Morning Symphony: Fairbanks-Morse Engines At Startup

For a company came about as a merger between one unit that made cast-iron plows, heating stoves and scales, and another that made what is easily the most iconic windmill design of all time, the Fairbanks-Morse company shouldn’t really register on the radar here. But they do, because they were one of the earliest producers of commercially available engines. Whether they ran on oil, naptha, kerosene, coal gas, semi-diesel or a fully diesel engine, Fairbanks-Morse was probably the engine seen in everything from trains to ships, as a back-up plan to the windmill for power generation or even locomotives up until the mid-1950s, when a series of mergers, sell-offs and other business decisions pretty much split the company up into three major namesakes that continue on to this day in various forms.

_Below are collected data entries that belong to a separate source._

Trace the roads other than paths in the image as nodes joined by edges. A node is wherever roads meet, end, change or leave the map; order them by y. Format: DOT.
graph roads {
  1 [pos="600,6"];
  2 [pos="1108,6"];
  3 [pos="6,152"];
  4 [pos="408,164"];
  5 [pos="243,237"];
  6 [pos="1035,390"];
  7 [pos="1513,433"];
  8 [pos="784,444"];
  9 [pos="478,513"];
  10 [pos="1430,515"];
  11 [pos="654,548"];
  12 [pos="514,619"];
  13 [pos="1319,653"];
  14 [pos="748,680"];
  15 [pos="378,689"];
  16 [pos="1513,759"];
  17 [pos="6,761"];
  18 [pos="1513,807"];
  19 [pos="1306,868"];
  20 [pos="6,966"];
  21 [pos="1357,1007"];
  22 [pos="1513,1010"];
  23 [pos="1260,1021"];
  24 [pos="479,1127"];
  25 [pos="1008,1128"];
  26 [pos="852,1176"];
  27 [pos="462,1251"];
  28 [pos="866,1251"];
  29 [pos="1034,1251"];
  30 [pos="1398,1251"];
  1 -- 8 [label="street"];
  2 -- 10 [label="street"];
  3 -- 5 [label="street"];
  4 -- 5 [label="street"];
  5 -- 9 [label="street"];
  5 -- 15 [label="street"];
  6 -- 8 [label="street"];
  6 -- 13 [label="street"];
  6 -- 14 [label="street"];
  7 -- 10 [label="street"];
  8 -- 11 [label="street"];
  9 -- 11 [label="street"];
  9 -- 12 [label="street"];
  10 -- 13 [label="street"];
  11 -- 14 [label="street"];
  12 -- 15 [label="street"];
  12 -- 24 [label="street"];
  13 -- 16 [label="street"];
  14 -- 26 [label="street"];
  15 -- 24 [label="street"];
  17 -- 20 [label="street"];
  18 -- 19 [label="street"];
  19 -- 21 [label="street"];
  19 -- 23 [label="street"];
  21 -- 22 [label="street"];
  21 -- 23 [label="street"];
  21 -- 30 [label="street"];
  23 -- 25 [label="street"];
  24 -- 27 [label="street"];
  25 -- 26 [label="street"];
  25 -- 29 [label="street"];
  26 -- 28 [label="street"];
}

If you’ve spent time in the Navy, then you might have seen one of their massive horizontally-opposed two-stroke diesels on a tender, a submarine or used as a power generator.

We’re spoiled in the land of electric starters. Imagine having to use your weight to start the flywheel’s motion. Imagine having to haul your hide out of the sack, into the field, and to start your day by hoping that you moved your hand out of the way of the wheel while simultaneously hoping that a backfire didn’t blow your hat off or worse, make you more deaf than you probably already were. Complain all you want, though…this is what state of the art looked like over a century ago!